Giving good feedback: Essential leadership for growing Airmen

  • Published
  • By Capt. James E. Hougas III, M.D.
  • 341st Medical Operations Squadron
Throughout our lives, we have received guidance, teaching, mentorship, grades, punishments and awards. When these things were done as a reaction to things we did (or didn't do) we were receiving feedback on our performance. This collection of experiences has molded us into the people and Airmen that we are today. As supervisors, we are charged with the care and cultivation of those who work under us. Through a process of setting expectations, providing feedback, and monitoring for a response, supervisors create the Airmen and leaders of tomorrow.

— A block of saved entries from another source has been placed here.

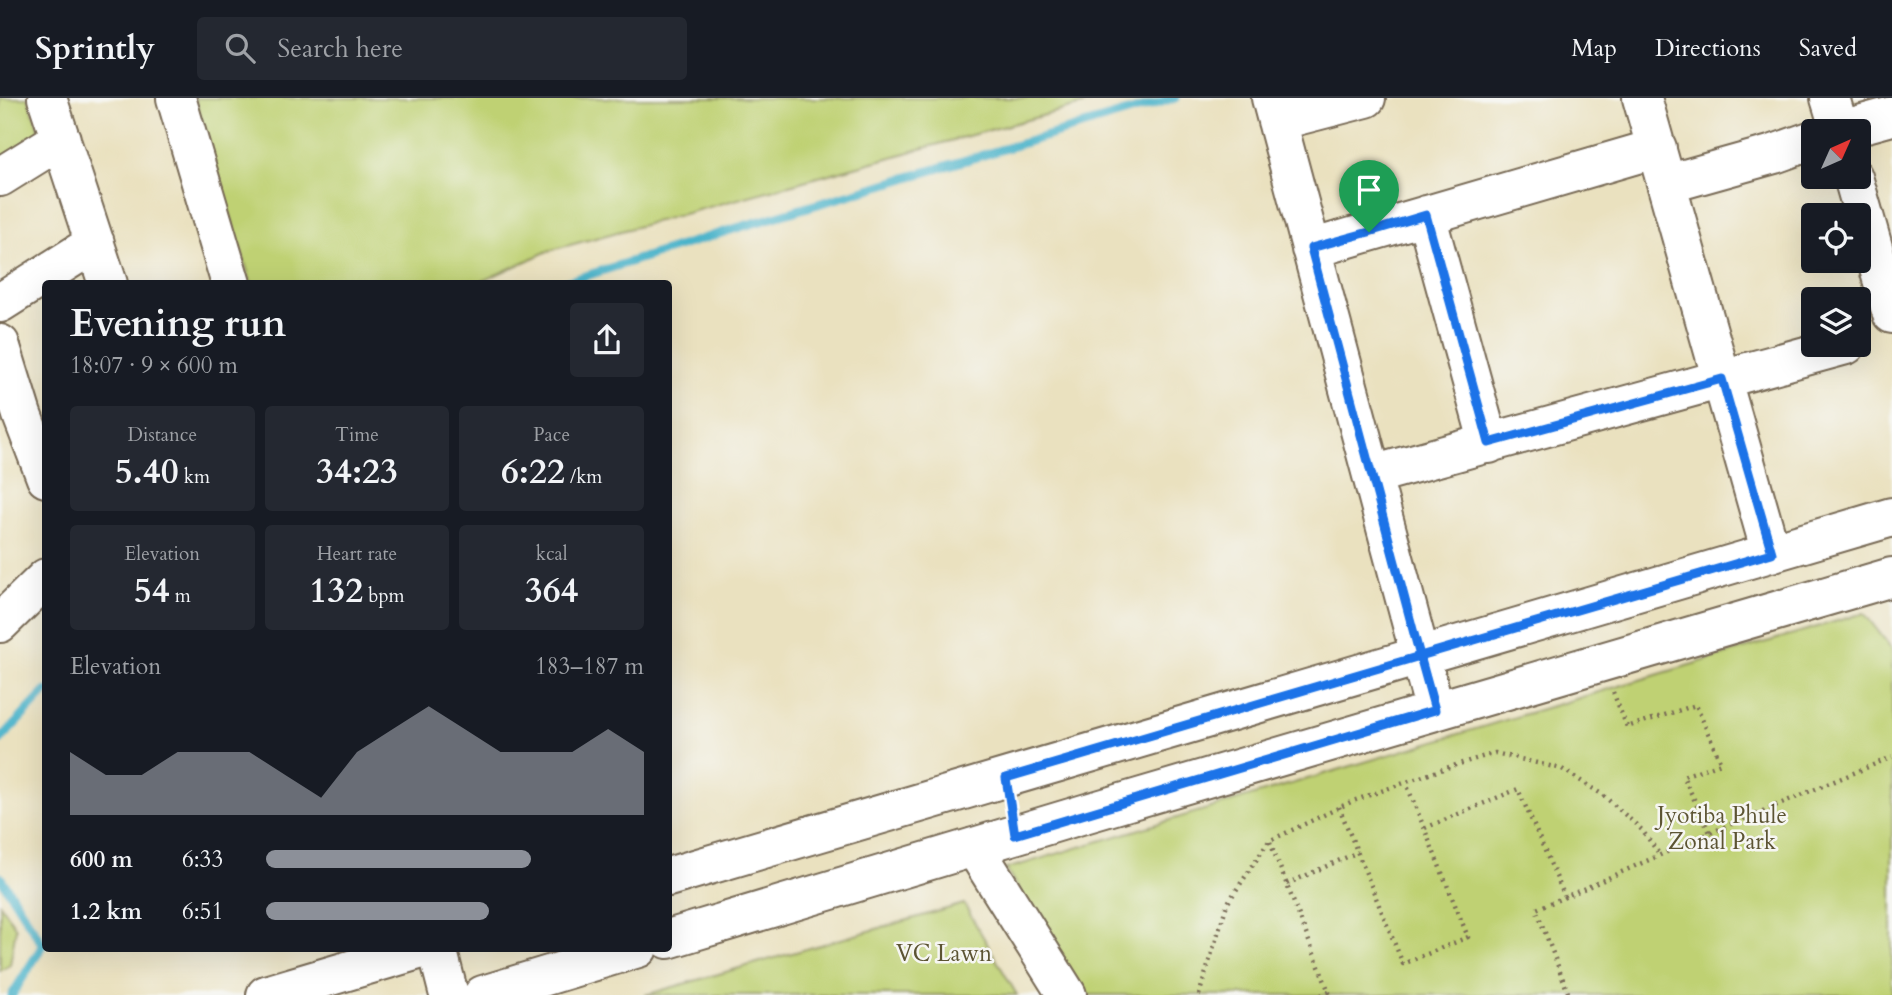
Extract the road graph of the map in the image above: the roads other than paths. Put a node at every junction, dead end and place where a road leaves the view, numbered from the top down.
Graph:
1 (47, 98) edge
2 (176, 98) edge
3 (1366, 98) edge
4 (1642, 98) edge
5 (1830, 98) edge
6 (1274, 110) edge
7 (1892, 116) edge
8 (1836, 119) edge
9 (1871, 122) edge
10 (61, 139) junction
11 (1801, 144) edge
12 (1662, 166) junction
13 (0, 177) edge
14 (1856, 189) edge
15 (1426, 215) junction
16 (95, 243) junction
17 (1311, 248) junction
18 (107, 280) edge
19 (230, 280) edge
20 (0, 303) edge
21 (1892, 314) edge
22 (1892, 332) edge
23 (1871, 338) edge
24 (0, 344) edge
25 (1802, 357) edge
26 (1722, 379) junction
27 (11, 422) edge
28 (1489, 443) junction
29 (42, 472) edge
30 (1372, 475) junction
31 (1892, 517) edge
32 (1772, 553) junction
33 (42, 582) edge
34 (1889, 583) edge
35 (0, 623) edge
36 (1420, 656) junction
37 (1435, 710) junction
38 (1006, 778) junction
39 (1015, 835) junction
40 (974, 847) junction
41 (672, 876) edge
42 (672, 938) edge
43 (411, 952) edge
44 (438, 952) edge
45 (625, 952) edge
46 (266, 995) edge
47 (449, 995) edge
48 (483, 995) edge
49 (1067, 995) edge

1 - 10 street
2 - 19 street
3 - 6 street
4 - 12 street
5 - 8 street
6 - 17 street
7 - 9 street
10 - 13 street
10 - 16 street
11 - 12 street
12 - 15 street
12 - 26 street
14 - 21 street
15 - 17 street
15 - 28 street
16 - 18 street
16 - 20 street
17 - 30 street
22 - 23 street
24 - 27 street
25 - 26 street
26 - 28 street
26 - 32 street
27 - 29 street
28 - 30 street
30 - 36 street
31 - 32 street
32 - 36 street
33 - 35 street
34 - 37 street
36 - 37 street
36 - 38 street
37 - 39 street
38 - 39 street
38 - 41 street
39 - 40 street
40 - 42 street
40 - 49 street
43 - 46 street
44 - 47 street
45 - 48 street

The first thing that must be done for Airmen in the process of providing feedback is to set expectations for their performance and behavior. This should be done verbally and by leading through example. It would be unreasonable to expect your Airmen to be in the shop at 6:30 a.m. if you didn't tell them or show up yourself. If it is a complicated matter, consider writing the expectations down for yourself and your people. Inconsistency in enforcement of these expectations makes things cloudy for your Airmen and can allow your shop to break down. Let them know what your vision is for the mission so that they can take ownership and pride in it as well.

After you have established these expectations, it is time to provide your Airmen with feedback on how they did. It is important to remember that positive feedback can often be more effective than negative feedback. When possible, you should provide feedback as soon as you can after the event occurs that has prompted you to do so. In doing this, the most constructive growth can occur on the part of your Airmen. Time erodes the details that are required to give a good, constructive appraisal of their performance.

Once you have identified someone in need of feedback, you will have to decide how to deliver it. Here are some general rules:
1. Feedback is for them, not you - Your Airmen want to do their jobs well. You are there, as their supervisor, to lead them to successful completion of your mission. You need your people performing at the highest possible level to increase your chances of success. Help your Airmen grow by reinforcing the things that they do well and correcting the mistakes they make.
2. Praise in public, reprimand in private - Remember the previous point of whom the feedback is for. Praising your Airmen in front of others helps give them the pride that they deserve for a job well done. Also, try to save your more negative critiques for behind closed doors. In general, your goal should be to improve and not to embarrass. If you degrade someone's morale by shaming him or her, future performance will likely go down.
3. Safety always, egos never - Sometimes, our jobs put ourselves and others at risk of bodily harm. If something unsafe is about to happen, you need to stop it immediately. This can sometimes go against the above concept of reprimanding in private, but we need to keep our people safe.
4. As a leader, it is your job to give feedback - It is very tough to grow when we don't know what our performance is like. Think back to some of the supervisors you have had before. Likely, the ones that helped you grow the most were the ones that took the time to teach and mentor you. We need to be those good leaders and teach and mentor in turn.
5. Be as specific as possible - Most of us have received lackluster feedback. What makes that feedback so... bad? Lack of details. I know that some of the times in my life where I was most frustrated with my personal feedback were when I was told that I "did a good job," without any follow-up. What did I do well? Is your only expectation of me that I showed up to work clean and on time? "Good job." Great. I succeeded at being punctual and not stinky. Now tell me what specifically I did well so that I can keep doing it. At times, I also knew (deep down) that there were plenty of instances where my performance was not perfect. What can I fix to be better? This doesn't mean that you should never tell your people that they did a good job when they did. However, that kind of statement is more helpful for morale than it is for personal growth.

After negative feedback has been given, your Airmen should be monitored for the expected response. This is a great place to provide positive feedback when they have advanced in their skill and behavior, which helps solidify the changes. If the first feedback session didn't correct the problem, you should be quick to address it again and likely you will need harsher consequences (and be sure to document it).

Occasionally, we have Airmen that don't respond positively to our leadership and feedback style. If you can, change your approach. If not, seek out other leaders and mentors around you. Our mission is a team sport and there are plenty of people who are ready, willing and capable of helping you. These people don't need to be in your shop and they can be above or below you in rank. Don't be afraid to recognize when you don't have the answer. If your goal is to help your Airmen, then you should be willing to swallow your pride and admit that you don't know everything. This is a great time for you to grow in your leadership abilities.

Try not to forget why feedback exists: to cultivate the career and personal growth of the people below you. Leaders were not born and successful missileers, medics or mechanics didn't come to be without the help of mentors and leaders around them refining their skills. As leaders, we are charged to do the same for our Airmen. Through setting expectations, providing feedback and monitoring for a response, we improve our people and optimize our mission.